• _TASK DIRECTIONS_
Where does the word "Moreno" appear in the entries below? Copy each line that holds it.

--- DATASET EXCERPTS ---

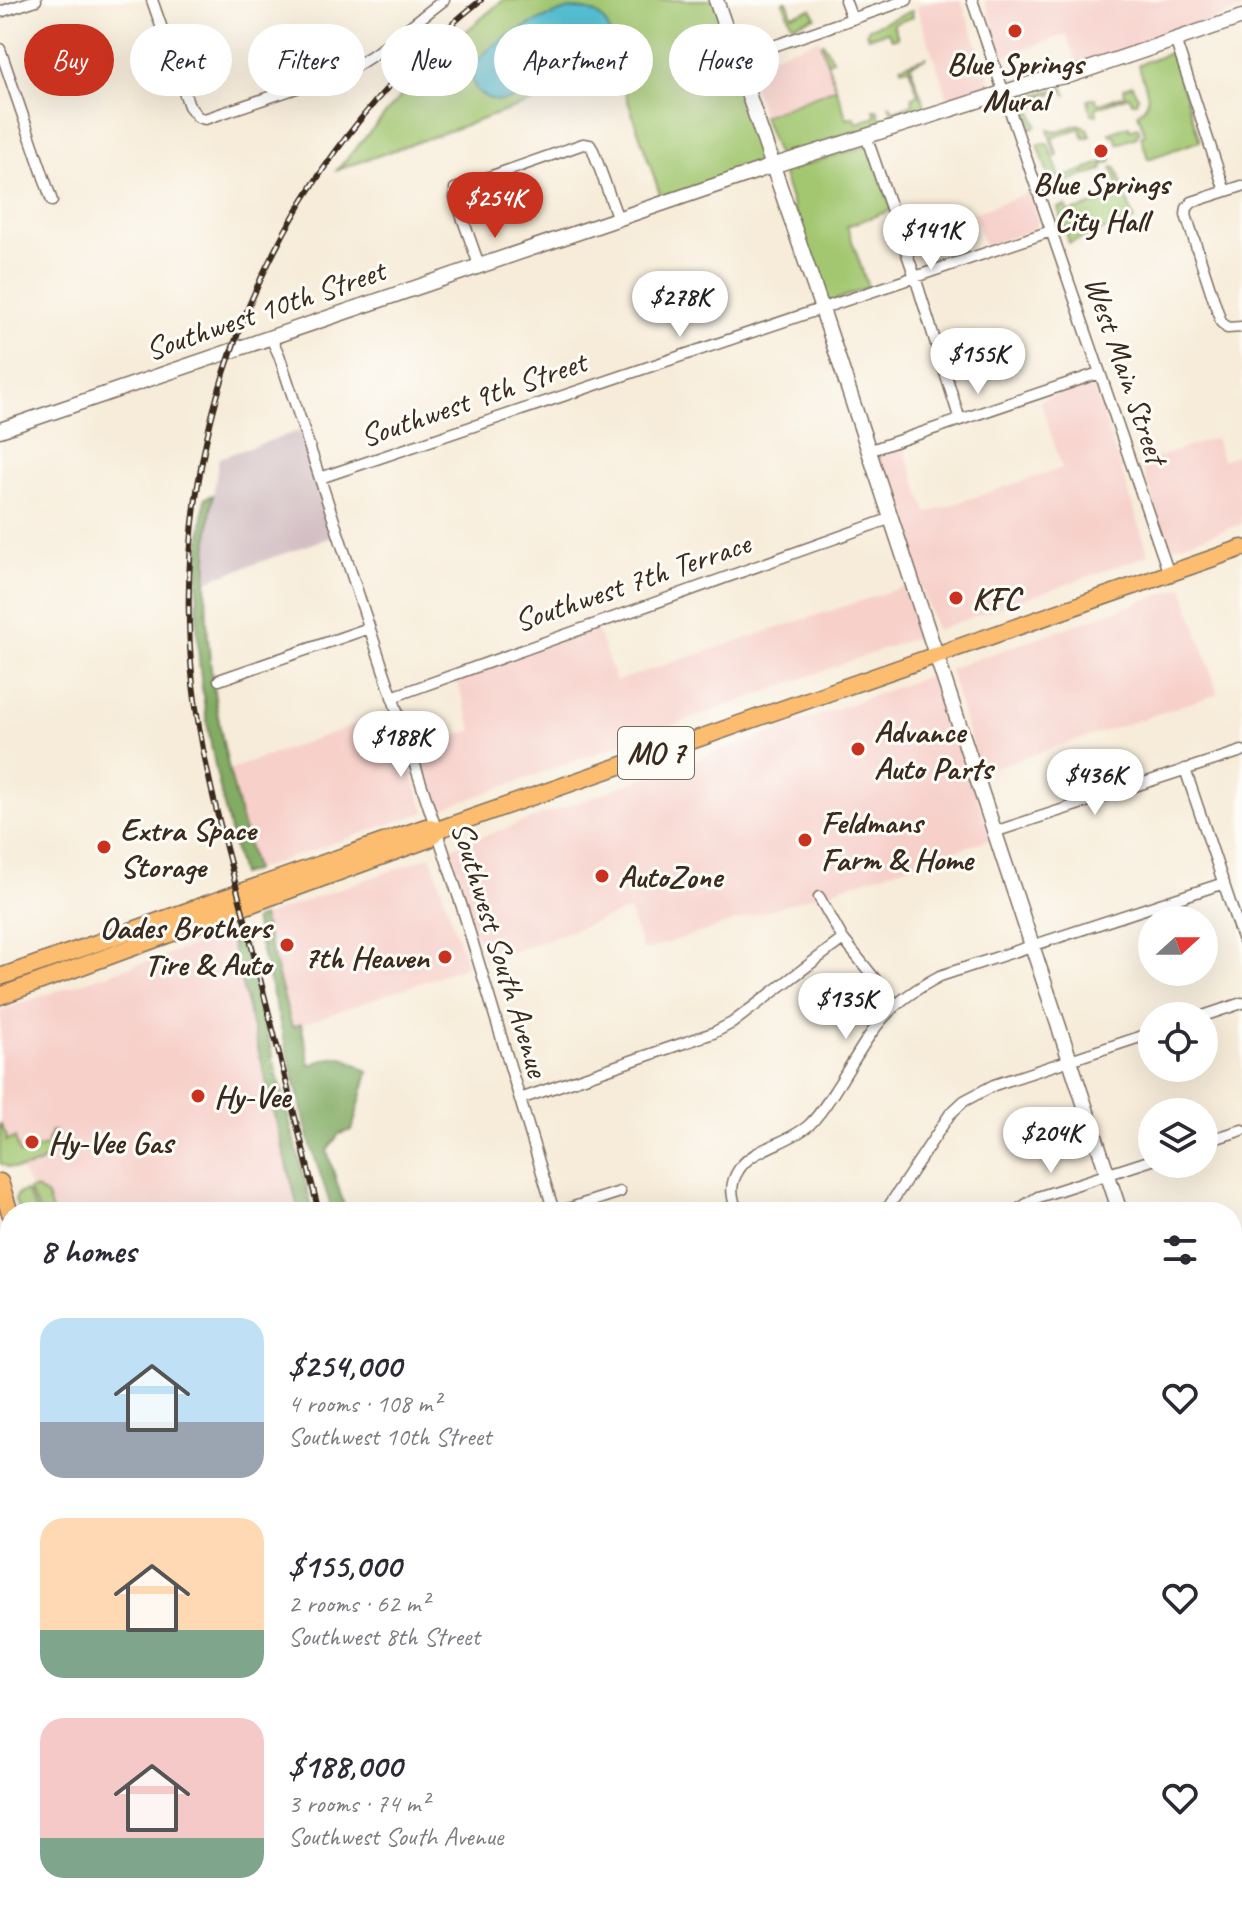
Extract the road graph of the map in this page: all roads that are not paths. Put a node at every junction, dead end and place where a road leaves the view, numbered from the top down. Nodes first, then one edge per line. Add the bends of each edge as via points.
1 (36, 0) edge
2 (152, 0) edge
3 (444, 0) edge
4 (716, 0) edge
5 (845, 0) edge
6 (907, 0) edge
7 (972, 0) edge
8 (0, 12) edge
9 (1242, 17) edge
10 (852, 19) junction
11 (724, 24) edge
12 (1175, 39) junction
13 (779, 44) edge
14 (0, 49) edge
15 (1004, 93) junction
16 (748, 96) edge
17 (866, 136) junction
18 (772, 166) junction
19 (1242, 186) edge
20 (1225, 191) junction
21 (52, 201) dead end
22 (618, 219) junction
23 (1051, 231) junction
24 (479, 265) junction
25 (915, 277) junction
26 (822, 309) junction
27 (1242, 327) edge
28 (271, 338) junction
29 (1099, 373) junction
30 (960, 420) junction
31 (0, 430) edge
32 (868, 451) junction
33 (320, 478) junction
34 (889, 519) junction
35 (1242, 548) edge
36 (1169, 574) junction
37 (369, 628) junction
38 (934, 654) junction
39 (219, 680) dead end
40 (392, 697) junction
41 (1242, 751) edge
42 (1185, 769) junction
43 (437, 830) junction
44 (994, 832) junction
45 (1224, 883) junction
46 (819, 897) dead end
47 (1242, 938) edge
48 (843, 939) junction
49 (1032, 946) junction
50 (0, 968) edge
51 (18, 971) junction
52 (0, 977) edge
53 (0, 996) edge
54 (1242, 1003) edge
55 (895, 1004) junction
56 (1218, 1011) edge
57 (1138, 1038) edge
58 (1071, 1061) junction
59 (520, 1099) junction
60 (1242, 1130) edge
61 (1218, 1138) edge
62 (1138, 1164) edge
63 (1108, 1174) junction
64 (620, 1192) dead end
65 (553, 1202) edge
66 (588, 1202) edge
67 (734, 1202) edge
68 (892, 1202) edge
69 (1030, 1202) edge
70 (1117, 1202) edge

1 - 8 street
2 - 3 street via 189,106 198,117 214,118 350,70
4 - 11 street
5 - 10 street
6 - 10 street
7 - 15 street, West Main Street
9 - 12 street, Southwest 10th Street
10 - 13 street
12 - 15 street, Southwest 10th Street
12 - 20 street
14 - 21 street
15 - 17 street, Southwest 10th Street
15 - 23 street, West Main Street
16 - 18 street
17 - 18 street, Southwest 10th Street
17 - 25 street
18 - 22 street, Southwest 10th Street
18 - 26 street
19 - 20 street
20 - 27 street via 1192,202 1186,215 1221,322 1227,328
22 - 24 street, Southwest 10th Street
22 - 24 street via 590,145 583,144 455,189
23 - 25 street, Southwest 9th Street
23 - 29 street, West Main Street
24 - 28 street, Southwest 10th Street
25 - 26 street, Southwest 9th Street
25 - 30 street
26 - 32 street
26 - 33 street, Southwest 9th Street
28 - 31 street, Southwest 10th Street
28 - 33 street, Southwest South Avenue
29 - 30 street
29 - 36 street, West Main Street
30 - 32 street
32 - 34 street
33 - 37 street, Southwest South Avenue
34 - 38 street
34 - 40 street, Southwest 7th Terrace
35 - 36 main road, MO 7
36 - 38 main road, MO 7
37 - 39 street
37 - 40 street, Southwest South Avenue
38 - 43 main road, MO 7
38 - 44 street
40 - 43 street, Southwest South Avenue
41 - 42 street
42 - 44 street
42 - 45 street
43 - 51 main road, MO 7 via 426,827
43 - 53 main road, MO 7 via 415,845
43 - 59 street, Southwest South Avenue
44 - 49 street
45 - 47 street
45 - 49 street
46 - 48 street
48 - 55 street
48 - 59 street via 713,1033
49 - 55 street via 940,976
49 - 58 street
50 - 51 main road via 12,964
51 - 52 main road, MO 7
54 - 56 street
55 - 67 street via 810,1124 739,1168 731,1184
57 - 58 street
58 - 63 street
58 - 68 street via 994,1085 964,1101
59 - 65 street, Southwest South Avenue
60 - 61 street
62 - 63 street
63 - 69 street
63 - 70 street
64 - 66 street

---
--- DATASET EXCERPTS ---

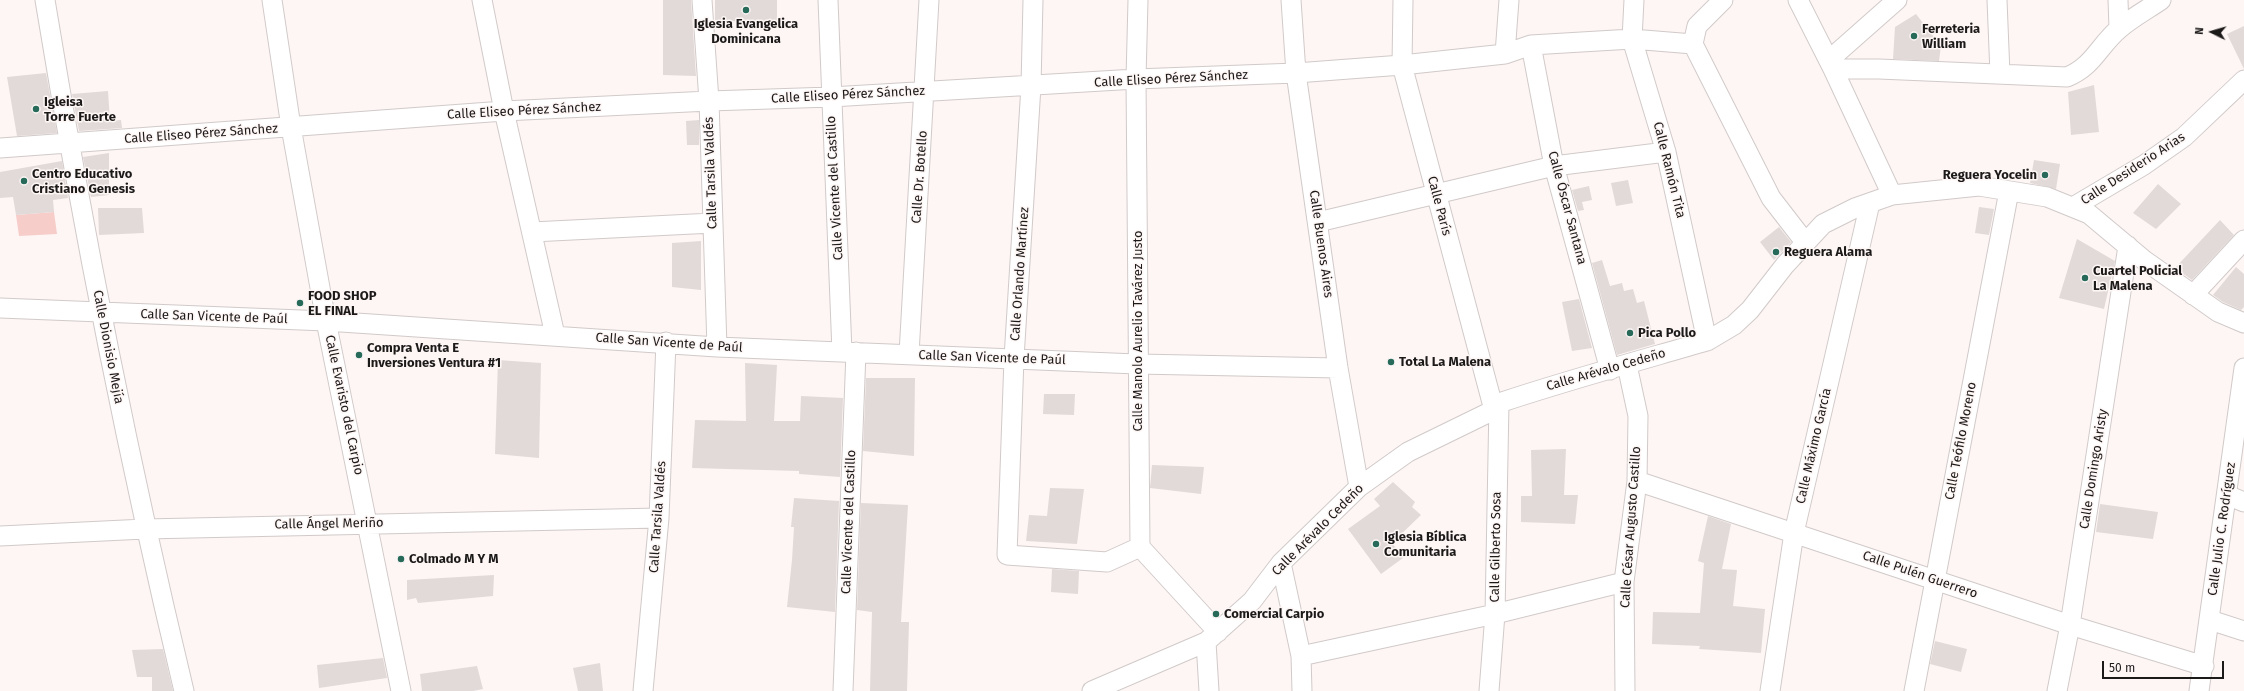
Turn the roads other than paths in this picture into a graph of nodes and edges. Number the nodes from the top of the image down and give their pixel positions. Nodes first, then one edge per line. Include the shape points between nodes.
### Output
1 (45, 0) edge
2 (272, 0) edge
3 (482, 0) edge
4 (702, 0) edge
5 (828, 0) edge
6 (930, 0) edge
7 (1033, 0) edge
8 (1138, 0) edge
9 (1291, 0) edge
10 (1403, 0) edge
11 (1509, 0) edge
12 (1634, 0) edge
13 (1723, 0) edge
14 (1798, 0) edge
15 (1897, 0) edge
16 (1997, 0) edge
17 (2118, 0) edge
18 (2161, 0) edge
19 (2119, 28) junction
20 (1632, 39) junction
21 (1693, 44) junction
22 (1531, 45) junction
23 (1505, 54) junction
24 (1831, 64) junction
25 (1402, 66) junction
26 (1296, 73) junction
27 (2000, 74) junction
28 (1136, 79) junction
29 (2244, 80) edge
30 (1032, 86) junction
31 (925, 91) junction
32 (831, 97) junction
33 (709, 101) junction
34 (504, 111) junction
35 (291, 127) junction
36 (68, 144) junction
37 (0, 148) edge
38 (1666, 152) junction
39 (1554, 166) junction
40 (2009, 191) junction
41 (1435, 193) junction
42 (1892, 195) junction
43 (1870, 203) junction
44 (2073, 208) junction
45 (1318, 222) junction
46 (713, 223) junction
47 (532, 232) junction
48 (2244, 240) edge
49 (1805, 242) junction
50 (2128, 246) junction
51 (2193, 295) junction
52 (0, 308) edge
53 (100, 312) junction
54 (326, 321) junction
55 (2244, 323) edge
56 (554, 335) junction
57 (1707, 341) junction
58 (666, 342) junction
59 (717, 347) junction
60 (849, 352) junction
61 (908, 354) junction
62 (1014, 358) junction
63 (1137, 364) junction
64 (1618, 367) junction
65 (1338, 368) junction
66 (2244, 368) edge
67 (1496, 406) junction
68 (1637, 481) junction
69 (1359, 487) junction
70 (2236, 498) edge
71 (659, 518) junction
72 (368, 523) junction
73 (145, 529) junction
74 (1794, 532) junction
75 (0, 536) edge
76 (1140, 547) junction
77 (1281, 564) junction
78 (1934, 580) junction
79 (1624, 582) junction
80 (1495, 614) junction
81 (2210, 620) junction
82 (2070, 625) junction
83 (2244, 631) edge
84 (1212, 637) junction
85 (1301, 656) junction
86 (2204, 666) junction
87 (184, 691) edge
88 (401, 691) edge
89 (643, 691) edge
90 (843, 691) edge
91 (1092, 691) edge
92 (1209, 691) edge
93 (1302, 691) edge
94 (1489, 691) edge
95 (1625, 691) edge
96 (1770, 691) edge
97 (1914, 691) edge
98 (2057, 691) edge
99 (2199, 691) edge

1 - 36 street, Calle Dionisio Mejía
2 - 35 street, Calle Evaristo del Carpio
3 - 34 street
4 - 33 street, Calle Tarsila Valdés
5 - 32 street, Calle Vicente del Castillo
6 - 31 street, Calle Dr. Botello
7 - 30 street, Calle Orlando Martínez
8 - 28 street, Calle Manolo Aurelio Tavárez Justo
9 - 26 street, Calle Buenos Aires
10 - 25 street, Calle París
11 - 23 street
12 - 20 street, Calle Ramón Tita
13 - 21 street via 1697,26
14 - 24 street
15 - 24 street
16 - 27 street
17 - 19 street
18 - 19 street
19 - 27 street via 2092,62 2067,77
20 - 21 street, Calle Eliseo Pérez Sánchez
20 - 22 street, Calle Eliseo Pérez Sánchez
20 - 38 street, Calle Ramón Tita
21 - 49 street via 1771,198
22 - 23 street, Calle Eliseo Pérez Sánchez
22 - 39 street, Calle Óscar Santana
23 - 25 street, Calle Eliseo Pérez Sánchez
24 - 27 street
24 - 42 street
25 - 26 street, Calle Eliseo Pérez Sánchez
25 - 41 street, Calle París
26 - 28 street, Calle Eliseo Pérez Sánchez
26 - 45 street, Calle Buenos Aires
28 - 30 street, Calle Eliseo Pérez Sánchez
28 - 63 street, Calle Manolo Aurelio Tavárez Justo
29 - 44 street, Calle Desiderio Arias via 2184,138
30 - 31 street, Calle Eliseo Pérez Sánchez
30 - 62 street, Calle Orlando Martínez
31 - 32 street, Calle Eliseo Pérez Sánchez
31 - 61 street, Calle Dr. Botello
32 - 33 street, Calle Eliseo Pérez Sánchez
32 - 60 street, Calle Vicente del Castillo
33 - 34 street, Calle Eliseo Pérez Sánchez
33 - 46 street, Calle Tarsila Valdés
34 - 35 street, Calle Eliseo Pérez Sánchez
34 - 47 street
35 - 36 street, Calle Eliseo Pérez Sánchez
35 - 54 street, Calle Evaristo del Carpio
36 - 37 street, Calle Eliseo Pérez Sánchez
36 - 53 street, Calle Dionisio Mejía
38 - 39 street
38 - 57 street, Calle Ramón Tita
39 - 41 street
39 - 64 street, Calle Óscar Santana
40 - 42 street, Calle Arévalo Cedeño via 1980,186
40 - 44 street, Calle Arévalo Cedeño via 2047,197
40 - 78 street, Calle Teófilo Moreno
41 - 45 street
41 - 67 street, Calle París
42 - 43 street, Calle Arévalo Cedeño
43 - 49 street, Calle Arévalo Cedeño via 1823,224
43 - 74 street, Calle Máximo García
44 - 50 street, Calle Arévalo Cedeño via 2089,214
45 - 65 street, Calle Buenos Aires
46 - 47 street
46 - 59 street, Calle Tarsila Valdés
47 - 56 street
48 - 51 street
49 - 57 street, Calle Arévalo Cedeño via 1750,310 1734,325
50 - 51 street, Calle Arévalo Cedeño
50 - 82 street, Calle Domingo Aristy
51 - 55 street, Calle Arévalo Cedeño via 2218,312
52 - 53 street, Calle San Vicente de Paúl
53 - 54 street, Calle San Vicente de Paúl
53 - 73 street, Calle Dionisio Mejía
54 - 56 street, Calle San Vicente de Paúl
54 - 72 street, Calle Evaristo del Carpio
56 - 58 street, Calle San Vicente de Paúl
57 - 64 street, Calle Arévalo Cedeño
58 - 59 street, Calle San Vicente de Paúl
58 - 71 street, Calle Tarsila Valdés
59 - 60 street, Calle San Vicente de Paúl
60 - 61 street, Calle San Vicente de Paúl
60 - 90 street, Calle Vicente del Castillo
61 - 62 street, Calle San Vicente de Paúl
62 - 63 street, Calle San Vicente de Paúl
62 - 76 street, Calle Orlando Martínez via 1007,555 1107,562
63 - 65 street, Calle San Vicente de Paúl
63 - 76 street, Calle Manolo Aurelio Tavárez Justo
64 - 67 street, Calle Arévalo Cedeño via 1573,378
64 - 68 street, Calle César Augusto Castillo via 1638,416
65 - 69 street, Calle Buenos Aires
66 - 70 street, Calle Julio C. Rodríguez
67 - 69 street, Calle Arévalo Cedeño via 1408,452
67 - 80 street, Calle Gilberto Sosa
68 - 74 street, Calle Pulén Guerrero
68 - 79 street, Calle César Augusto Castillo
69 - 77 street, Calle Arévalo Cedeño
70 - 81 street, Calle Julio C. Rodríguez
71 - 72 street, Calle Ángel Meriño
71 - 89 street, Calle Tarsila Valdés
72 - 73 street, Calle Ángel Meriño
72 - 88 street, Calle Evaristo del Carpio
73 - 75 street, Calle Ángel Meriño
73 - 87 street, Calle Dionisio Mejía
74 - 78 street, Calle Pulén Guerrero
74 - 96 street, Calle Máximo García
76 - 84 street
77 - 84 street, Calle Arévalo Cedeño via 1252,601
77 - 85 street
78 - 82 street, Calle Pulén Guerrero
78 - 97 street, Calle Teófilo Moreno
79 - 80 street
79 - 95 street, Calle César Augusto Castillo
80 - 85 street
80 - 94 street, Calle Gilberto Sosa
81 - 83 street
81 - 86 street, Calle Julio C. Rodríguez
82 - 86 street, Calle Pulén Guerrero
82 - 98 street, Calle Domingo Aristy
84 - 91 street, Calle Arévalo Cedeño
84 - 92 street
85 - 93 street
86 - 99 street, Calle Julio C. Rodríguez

---

• _SOLUTION FOR THIS EXERCISE_
40 - 78 street, Calle Teófilo Moreno
78 - 97 street, Calle Teófilo Moreno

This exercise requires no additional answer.